Task prompt:
Of the entries below, copy only those lines that contain the word "list".

━━━━━ Supplied records ━━━━━

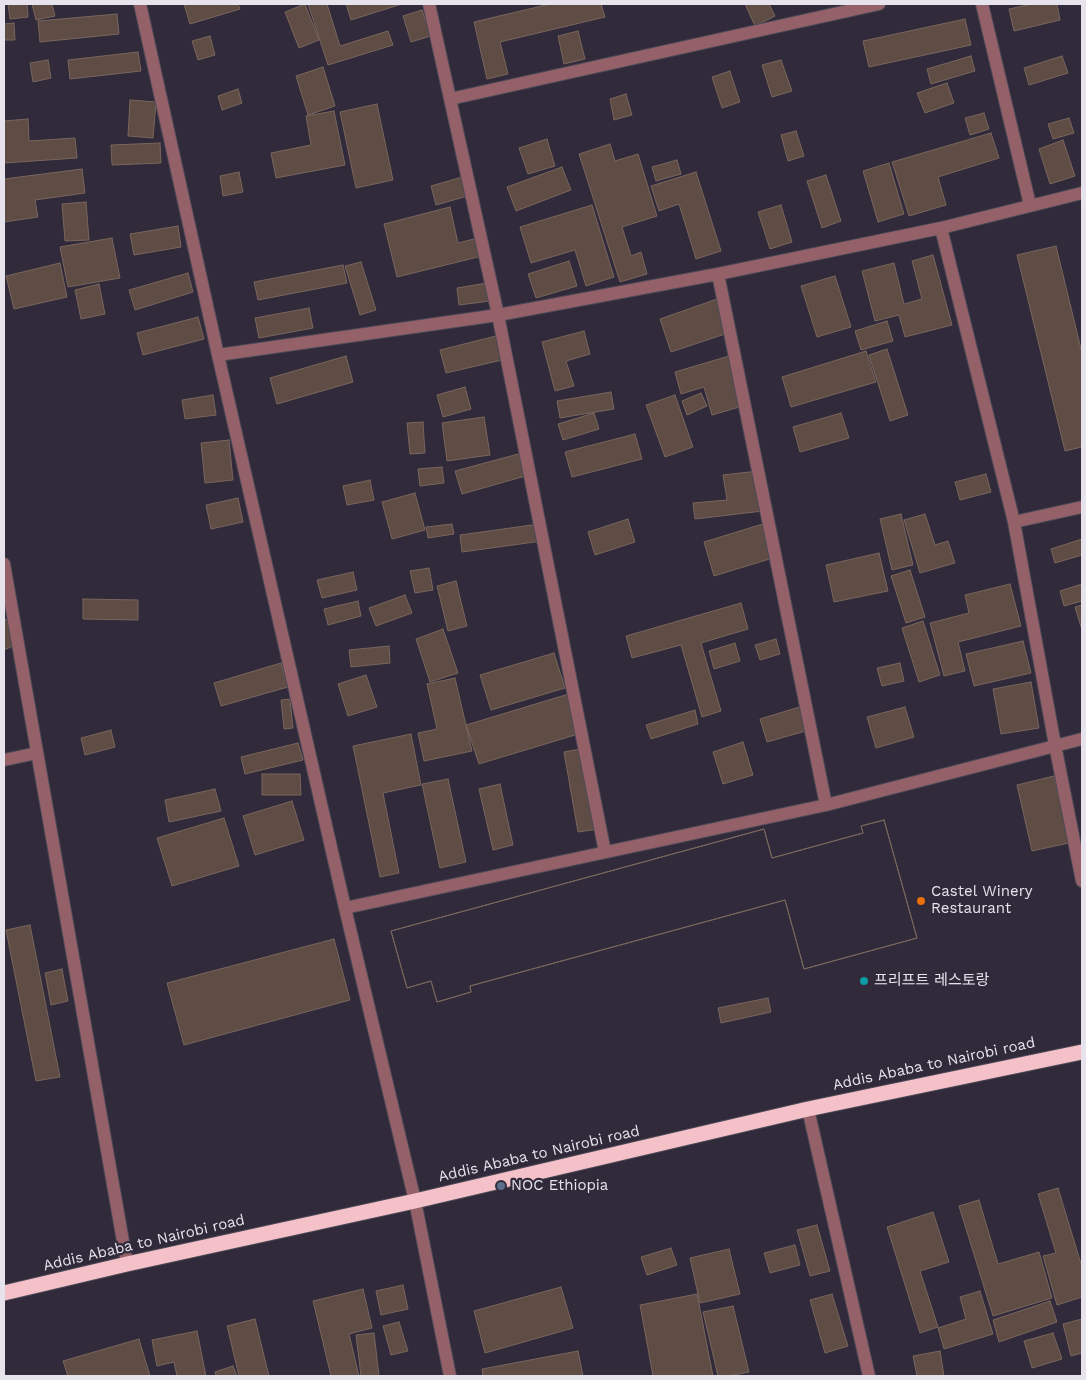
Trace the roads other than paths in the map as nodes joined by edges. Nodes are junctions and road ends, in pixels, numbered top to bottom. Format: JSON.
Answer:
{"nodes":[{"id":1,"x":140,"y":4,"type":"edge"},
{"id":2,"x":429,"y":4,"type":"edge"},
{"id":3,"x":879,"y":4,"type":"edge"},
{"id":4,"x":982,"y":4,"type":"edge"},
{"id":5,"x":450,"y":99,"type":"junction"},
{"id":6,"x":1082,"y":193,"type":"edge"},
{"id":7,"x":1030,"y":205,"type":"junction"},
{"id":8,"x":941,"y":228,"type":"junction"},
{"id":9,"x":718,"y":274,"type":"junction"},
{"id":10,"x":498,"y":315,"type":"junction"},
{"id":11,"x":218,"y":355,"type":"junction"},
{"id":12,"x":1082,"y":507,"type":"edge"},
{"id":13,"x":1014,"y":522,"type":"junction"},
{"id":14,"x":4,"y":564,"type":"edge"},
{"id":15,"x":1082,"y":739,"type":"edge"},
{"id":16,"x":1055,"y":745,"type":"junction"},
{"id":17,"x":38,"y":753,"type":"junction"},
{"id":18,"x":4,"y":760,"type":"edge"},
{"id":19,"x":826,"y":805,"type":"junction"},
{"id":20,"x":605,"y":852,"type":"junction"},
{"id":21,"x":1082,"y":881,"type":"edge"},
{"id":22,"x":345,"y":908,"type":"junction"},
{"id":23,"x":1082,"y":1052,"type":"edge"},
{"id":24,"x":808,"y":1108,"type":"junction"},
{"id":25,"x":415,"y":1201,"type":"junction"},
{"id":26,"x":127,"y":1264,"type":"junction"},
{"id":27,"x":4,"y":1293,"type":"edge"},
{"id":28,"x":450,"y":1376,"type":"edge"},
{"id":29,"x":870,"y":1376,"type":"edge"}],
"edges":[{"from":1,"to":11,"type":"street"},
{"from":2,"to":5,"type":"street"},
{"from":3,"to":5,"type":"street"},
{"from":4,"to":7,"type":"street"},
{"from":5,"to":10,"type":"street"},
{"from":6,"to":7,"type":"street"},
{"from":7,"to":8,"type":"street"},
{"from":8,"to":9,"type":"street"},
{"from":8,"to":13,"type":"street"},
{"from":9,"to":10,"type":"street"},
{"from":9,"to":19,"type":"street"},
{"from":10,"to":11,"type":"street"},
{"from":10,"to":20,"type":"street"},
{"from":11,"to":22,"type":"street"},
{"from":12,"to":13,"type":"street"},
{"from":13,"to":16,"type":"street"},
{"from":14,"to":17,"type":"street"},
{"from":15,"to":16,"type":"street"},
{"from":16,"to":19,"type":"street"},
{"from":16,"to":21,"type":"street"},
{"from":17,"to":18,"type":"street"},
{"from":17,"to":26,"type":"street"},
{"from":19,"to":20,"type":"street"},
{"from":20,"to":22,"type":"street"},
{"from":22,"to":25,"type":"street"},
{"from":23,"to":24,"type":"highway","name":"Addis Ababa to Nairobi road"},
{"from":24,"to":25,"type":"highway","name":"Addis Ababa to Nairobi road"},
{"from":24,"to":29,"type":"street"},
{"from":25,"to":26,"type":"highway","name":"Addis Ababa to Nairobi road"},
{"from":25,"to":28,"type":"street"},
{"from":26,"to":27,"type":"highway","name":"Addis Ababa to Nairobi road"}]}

━━━━━
━━━━━ Supplied records ━━━━━

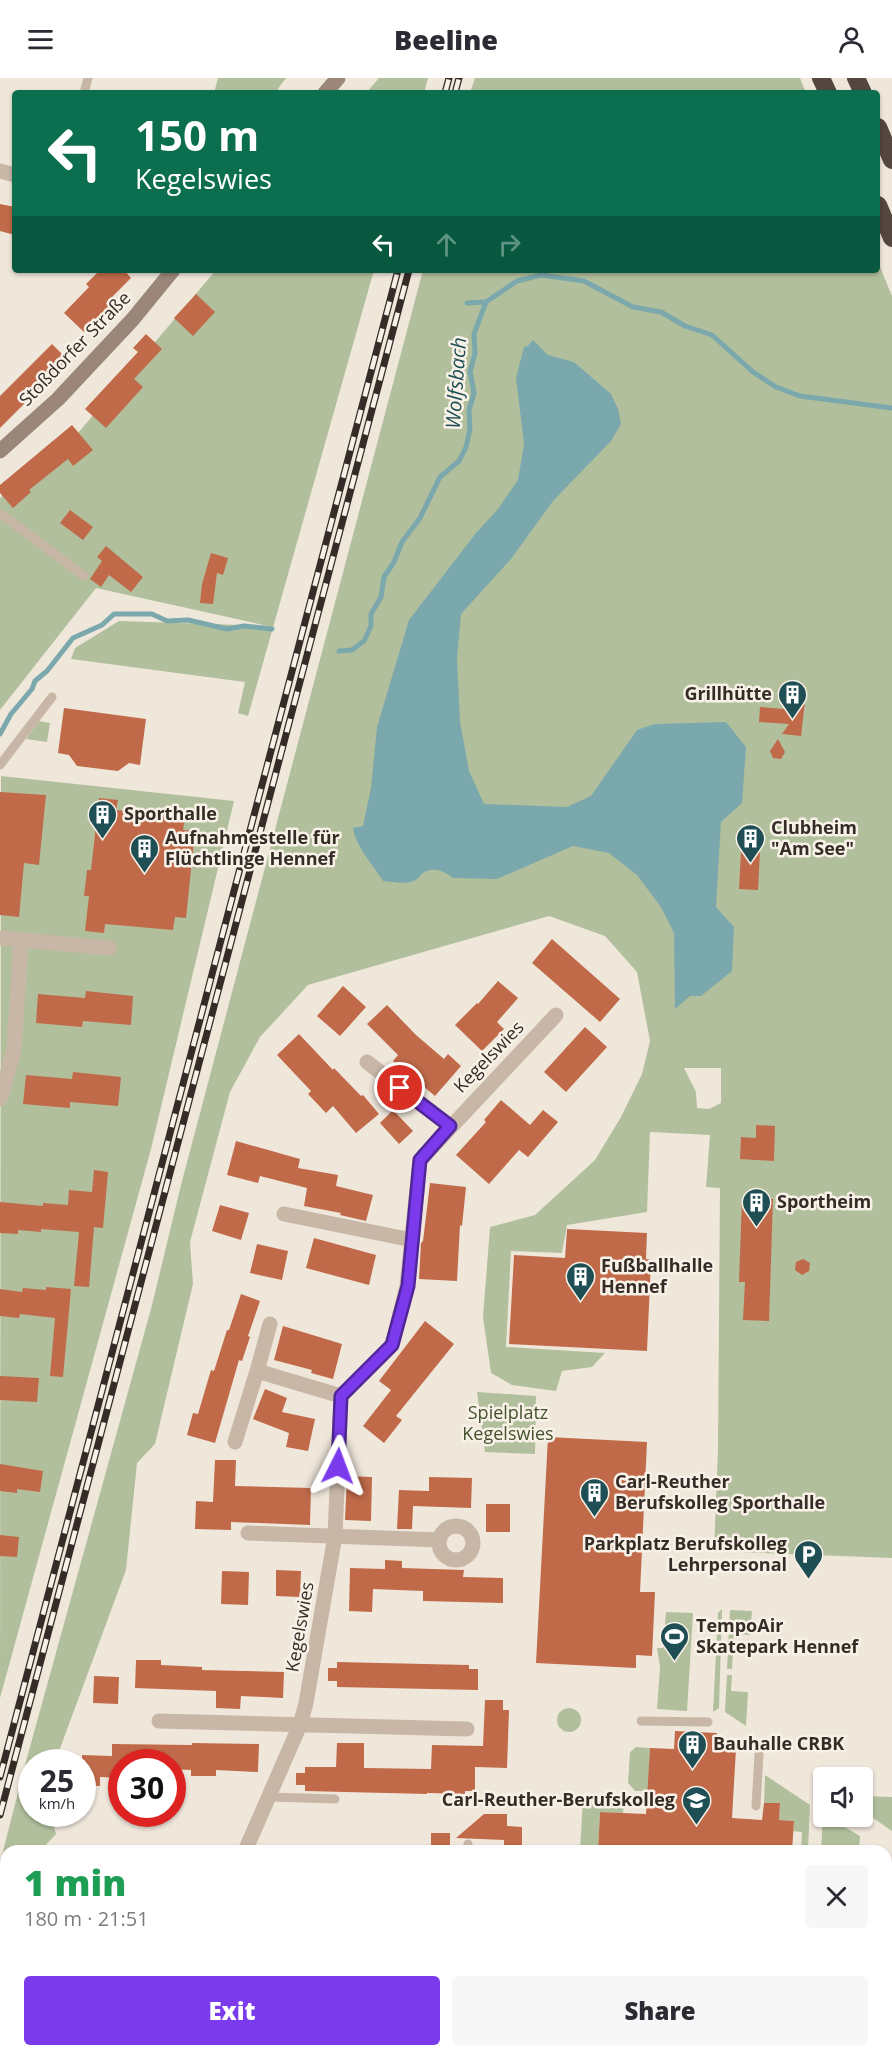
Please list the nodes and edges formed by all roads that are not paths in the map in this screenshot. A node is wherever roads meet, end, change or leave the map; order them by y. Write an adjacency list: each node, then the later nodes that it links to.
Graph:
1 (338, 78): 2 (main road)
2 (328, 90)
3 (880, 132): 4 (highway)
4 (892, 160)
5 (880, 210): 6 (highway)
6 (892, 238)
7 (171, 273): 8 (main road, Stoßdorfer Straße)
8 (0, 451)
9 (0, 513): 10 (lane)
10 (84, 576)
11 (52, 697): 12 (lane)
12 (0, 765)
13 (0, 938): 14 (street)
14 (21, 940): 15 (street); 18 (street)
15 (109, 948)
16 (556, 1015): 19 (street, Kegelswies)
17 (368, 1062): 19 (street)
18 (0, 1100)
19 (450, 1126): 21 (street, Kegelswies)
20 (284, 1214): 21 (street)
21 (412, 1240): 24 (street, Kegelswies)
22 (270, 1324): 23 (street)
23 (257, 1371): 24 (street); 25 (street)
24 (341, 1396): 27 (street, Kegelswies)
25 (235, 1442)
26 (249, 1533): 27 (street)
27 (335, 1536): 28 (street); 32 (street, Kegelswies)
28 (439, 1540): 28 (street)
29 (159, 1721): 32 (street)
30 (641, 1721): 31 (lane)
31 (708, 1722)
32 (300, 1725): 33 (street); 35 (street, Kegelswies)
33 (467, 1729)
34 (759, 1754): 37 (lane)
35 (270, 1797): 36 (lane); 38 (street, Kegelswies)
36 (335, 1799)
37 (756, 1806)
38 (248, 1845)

━━━━━
━━━━━ Supplied records ━━━━━

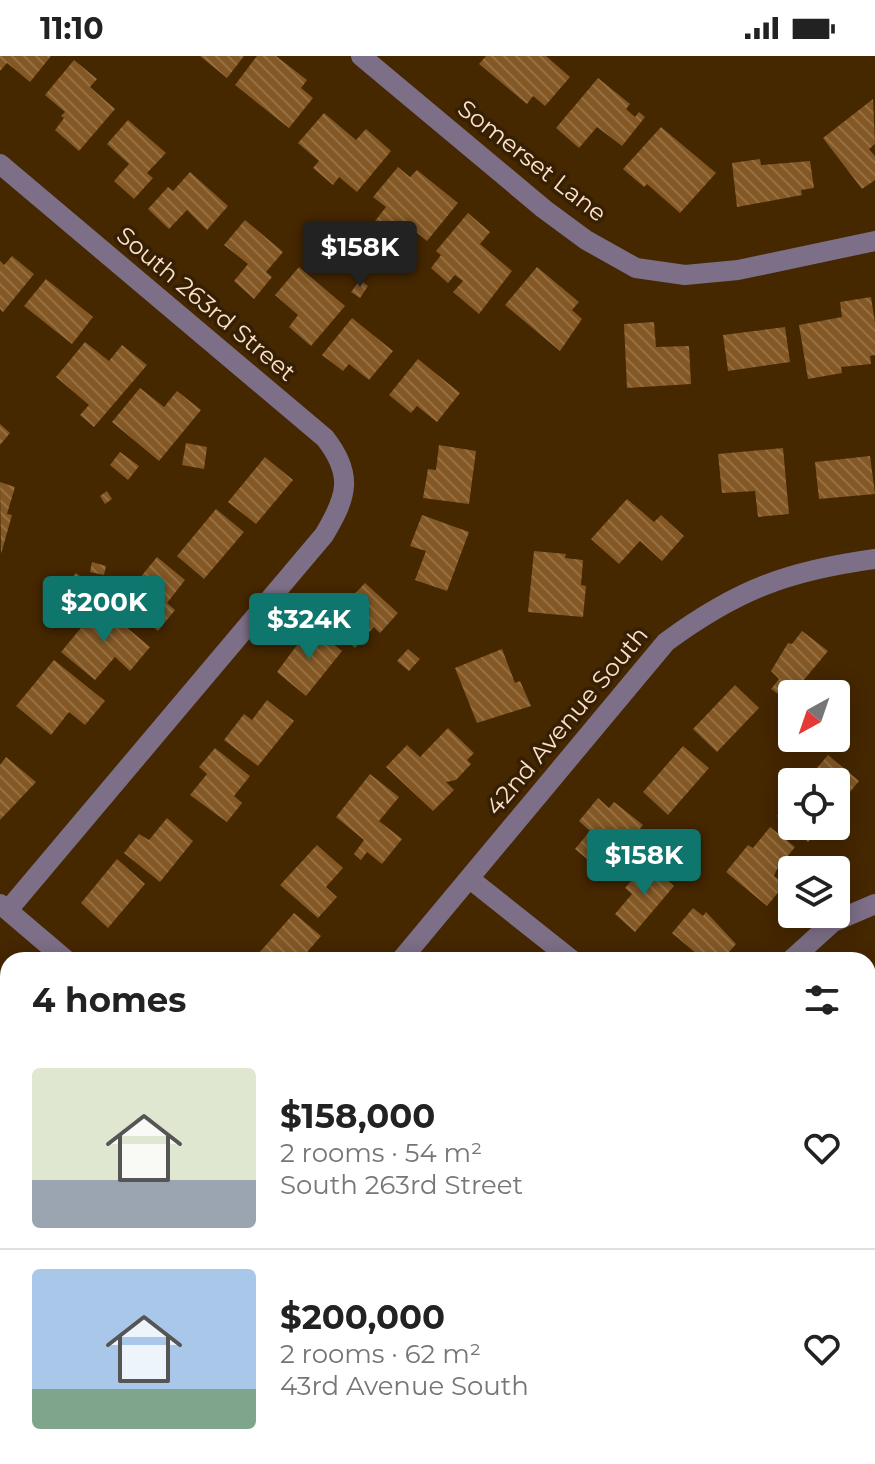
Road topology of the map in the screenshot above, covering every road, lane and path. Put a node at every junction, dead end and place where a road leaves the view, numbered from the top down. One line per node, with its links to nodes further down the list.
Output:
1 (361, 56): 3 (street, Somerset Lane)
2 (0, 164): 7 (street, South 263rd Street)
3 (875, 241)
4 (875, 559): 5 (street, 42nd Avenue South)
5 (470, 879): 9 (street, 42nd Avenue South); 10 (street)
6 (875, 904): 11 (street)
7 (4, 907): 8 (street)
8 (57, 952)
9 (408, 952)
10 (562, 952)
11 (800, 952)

━━━━━

Exercise solution:
Please list the nodes and edges formed by all roads that are not paths in the map in this screenshot. A node is wherever roads meet, end, change or leave the map; order them by y. Write an adjacency list: each node, then the later nodes that it links to.
Road topology of the map in the screenshot above, covering every road, lane and path. Put a node at every junction, dead end and place where a road leaves the view, numbered from the top down. One line per node, with its links to nodes further down the list.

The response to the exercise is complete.